- Opening Delimiter -
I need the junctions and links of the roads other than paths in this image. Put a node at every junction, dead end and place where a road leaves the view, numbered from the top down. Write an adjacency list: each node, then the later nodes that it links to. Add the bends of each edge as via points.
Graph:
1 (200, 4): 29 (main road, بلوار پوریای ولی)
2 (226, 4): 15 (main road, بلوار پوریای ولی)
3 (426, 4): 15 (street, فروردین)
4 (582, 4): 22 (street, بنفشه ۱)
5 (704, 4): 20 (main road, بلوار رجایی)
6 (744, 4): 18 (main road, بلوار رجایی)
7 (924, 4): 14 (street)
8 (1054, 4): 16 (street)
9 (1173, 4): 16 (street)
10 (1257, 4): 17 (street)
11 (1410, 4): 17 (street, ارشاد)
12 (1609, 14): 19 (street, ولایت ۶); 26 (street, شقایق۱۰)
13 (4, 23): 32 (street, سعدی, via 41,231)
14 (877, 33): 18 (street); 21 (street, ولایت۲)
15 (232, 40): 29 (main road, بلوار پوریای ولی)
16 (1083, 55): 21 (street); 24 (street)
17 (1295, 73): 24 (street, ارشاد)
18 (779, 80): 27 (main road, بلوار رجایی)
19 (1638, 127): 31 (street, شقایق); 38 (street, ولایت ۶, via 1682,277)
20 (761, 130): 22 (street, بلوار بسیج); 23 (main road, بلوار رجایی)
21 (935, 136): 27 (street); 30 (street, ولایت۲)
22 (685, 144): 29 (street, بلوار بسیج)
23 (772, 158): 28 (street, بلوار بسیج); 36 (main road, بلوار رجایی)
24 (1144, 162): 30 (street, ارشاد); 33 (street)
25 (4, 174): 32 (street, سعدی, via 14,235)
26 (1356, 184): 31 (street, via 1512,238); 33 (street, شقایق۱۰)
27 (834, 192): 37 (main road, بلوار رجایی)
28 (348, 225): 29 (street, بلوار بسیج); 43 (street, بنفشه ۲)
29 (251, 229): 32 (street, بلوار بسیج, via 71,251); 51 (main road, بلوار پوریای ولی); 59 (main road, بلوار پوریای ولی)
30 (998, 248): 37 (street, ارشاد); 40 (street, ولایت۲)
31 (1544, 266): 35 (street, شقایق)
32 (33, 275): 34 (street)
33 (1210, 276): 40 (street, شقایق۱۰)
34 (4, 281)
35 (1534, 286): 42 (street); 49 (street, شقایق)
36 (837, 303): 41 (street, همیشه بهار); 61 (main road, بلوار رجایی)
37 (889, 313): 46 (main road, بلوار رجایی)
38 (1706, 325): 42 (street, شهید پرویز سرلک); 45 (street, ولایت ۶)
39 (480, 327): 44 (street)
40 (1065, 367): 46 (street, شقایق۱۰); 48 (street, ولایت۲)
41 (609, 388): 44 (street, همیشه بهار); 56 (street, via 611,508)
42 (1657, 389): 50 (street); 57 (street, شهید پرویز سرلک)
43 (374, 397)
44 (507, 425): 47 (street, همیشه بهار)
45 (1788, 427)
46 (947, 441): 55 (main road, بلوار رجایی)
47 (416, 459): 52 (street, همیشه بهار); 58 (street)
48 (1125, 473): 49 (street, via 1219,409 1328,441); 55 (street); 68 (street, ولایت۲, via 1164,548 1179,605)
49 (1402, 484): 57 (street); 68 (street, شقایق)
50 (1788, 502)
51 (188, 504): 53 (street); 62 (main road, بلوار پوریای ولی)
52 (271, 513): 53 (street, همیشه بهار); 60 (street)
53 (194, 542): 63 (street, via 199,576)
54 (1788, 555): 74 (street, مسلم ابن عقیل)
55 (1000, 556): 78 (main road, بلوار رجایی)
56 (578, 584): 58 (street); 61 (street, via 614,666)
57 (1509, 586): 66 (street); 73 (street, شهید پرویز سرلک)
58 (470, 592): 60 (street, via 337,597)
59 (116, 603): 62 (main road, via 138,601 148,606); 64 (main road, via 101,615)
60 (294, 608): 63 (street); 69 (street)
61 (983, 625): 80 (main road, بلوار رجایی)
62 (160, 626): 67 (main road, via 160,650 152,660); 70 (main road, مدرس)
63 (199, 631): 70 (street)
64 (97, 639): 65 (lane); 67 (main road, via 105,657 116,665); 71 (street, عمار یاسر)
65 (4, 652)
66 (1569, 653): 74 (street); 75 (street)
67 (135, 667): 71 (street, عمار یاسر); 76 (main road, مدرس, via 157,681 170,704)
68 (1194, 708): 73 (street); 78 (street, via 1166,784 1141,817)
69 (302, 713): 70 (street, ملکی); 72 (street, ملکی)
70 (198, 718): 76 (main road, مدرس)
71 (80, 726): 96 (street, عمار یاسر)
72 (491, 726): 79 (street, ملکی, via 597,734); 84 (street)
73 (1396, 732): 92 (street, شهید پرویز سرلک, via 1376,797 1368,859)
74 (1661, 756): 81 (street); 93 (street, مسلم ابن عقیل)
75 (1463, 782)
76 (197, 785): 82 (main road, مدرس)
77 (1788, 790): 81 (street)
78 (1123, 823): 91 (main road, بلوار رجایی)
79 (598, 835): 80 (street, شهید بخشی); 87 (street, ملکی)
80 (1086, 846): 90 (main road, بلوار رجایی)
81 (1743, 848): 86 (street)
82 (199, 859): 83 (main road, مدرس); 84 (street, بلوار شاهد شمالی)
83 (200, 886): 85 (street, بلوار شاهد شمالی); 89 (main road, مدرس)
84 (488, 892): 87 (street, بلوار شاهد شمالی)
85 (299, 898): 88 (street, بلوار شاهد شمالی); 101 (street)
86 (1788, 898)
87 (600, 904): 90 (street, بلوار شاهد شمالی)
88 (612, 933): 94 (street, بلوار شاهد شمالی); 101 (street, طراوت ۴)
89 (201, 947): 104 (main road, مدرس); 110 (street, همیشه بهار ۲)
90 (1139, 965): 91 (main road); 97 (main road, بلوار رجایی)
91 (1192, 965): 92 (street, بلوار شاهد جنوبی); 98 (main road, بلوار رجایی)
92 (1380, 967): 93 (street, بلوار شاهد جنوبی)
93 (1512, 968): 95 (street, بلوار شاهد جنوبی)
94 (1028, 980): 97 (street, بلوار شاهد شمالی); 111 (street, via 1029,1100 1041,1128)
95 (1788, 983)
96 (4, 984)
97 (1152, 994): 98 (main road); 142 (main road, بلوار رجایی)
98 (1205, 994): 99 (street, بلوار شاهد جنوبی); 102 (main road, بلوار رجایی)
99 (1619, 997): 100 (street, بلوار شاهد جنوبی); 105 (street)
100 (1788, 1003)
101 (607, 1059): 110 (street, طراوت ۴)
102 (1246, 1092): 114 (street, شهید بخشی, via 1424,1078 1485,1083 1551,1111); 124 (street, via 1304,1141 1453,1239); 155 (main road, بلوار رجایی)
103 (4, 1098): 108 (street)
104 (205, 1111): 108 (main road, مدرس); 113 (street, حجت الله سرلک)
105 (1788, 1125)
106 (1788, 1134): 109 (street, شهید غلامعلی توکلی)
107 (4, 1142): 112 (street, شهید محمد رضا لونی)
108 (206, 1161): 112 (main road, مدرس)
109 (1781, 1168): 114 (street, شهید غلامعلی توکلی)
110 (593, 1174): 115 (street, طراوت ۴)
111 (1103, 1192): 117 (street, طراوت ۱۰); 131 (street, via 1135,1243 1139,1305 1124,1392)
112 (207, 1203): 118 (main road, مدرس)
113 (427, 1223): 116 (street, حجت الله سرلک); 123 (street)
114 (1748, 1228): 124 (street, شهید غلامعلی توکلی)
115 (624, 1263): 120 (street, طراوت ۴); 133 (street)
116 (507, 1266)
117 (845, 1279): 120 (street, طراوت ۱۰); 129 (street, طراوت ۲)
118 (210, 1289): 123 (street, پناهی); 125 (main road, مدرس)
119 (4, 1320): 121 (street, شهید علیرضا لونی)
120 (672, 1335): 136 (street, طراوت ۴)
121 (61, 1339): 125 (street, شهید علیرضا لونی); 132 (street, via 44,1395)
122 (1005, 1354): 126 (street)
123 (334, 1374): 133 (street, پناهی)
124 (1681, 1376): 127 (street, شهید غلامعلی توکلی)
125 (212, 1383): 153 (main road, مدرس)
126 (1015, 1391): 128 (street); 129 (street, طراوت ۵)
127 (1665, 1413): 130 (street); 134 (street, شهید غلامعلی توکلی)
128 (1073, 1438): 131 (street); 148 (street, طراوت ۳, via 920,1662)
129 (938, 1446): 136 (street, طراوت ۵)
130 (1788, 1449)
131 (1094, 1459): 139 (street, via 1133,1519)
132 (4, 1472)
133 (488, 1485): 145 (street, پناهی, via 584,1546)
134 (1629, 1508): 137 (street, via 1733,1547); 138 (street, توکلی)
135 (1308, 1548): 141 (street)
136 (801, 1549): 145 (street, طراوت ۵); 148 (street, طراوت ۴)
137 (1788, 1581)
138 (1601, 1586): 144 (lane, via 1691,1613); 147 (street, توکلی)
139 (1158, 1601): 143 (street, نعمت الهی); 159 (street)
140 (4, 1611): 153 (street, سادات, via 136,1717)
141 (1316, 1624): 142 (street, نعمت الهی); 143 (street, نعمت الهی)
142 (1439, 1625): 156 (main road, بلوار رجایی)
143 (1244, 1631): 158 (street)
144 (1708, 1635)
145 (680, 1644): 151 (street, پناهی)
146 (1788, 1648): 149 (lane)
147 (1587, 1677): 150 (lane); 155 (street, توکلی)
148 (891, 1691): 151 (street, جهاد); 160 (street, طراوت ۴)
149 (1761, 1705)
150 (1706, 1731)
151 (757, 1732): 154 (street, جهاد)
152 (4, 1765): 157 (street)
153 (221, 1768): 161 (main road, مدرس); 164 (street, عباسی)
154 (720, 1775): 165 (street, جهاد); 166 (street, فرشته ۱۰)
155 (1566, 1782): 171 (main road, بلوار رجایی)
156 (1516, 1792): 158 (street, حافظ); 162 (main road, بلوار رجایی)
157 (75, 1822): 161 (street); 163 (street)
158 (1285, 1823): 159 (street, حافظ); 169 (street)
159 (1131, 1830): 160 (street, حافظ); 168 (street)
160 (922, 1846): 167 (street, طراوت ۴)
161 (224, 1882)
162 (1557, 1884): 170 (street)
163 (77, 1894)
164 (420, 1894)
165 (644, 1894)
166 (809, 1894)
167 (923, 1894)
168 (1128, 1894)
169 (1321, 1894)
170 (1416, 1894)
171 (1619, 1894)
- Closing Delimiter -
- _What needs to be done_
Where a line in the records above contains the string "بنفشه", copy that line.

- _Exercise solution_
4 (582, 4): 22 (street, بنفشه ۱)
28 (348, 225): 29 (street, بلوار بسیج); 43 (street, بنفشه ۲)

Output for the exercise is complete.